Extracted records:

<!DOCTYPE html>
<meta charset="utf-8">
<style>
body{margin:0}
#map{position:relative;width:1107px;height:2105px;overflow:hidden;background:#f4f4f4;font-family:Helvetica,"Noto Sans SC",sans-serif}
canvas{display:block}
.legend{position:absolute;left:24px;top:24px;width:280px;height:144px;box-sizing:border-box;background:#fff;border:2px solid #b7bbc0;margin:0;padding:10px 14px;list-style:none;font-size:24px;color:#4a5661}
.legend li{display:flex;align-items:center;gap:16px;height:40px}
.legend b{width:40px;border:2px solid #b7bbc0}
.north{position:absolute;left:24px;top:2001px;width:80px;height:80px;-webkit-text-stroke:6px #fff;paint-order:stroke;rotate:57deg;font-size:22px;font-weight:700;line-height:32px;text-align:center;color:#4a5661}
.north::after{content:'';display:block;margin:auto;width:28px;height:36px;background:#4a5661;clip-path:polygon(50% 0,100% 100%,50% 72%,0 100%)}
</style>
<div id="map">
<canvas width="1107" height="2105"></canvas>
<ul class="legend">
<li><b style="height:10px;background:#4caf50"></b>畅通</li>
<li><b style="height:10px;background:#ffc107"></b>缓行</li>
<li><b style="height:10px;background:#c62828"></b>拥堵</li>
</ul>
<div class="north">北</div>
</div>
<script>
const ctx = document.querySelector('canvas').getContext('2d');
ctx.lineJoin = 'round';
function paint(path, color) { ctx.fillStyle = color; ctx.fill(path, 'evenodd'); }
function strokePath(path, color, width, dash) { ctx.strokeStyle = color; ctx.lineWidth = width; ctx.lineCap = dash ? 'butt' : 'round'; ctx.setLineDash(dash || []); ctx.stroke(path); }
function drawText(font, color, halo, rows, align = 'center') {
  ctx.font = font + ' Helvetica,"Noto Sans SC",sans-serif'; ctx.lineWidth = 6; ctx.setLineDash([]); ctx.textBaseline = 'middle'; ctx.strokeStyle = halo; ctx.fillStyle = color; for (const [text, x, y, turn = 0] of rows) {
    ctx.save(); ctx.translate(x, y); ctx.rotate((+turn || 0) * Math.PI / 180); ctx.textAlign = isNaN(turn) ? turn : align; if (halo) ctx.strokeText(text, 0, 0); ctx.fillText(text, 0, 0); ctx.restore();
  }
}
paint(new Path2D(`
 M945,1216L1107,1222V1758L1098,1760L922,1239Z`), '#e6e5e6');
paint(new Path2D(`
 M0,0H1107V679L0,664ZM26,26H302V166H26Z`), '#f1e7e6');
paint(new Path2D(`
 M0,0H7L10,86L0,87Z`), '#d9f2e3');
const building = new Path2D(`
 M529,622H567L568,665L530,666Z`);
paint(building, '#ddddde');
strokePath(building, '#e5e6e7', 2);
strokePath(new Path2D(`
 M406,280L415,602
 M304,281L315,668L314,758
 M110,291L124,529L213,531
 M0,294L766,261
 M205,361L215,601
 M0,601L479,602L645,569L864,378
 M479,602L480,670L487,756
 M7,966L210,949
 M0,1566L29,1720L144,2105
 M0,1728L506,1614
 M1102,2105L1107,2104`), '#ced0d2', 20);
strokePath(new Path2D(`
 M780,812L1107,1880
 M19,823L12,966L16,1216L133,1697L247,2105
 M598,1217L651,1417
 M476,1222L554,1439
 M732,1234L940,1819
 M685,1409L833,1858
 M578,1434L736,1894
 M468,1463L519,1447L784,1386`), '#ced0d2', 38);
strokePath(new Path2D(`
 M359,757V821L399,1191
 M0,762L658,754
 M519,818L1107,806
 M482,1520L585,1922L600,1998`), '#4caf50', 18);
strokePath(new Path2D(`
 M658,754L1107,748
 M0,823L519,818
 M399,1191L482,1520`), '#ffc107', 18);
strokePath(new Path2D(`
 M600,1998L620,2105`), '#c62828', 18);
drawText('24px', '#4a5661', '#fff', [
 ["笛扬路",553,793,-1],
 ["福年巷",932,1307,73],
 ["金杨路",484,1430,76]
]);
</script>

(Your goal): Your task is to repeat the records exactly. Begin at their first line and stop after the line containing "function strokePath(path, color, width, dash)".

(Answer space):
<!DOCTYPE html>
<meta charset="utf-8">
<style>
body{margin:0}
#map{position:relative;width:1107px;height:2105px;overflow:hidden;background:#f4f4f4;font-family:Helvetica,"Noto Sans SC",sans-serif}
canvas{display:block}
.legend{position:absolute;left:24px;top:24px;width:280px;height:144px;box-sizing:border-box;background:#fff;border:2px solid #b7bbc0;margin:0;padding:10px 14px;list-style:none;font-size:24px;color:#4a5661}
.legend li{display:flex;align-items:center;gap:16px;height:40px}
.legend b{width:40px;border:2px solid #b7bbc0}
.north{position:absolute;left:24px;top:2001px;width:80px;height:80px;-webkit-text-stroke:6px #fff;paint-order:stroke;rotate:57deg;font-size:22px;font-weight:700;line-height:32px;text-align:center;color:#4a5661}
.north::after{content:'';display:block;margin:auto;width:28px;height:36px;background:#4a5661;clip-path:polygon(50% 0,100% 100%,50% 72%,0 100%)}
</style>
<div id="map">
<canvas width="1107" height="2105"></canvas>
<ul class="legend">
<li><b style="height:10px;background:#4caf50"></b>畅通</li>
<li><b style="height:10px;background:#ffc107"></b>缓行</li>
<li><b style="height:10px;background:#c62828"></b>拥堵</li>
</ul>
<div class="north">北</div>
</div>
<script>
const ctx = document.querySelector('canvas').getContext('2d');
ctx.lineJoin = 'round';
function paint(path, color) { ctx.fillStyle = color; ctx.fill(path, 'evenodd'); }
function strokePath(path, color, width, dash) { ctx.strokeStyle = color; ctx.lineWidth = width; ctx.lineCap = dash ? 'butt' : 'round'; ctx.setLineDash(dash || []); ctx.stroke(path); }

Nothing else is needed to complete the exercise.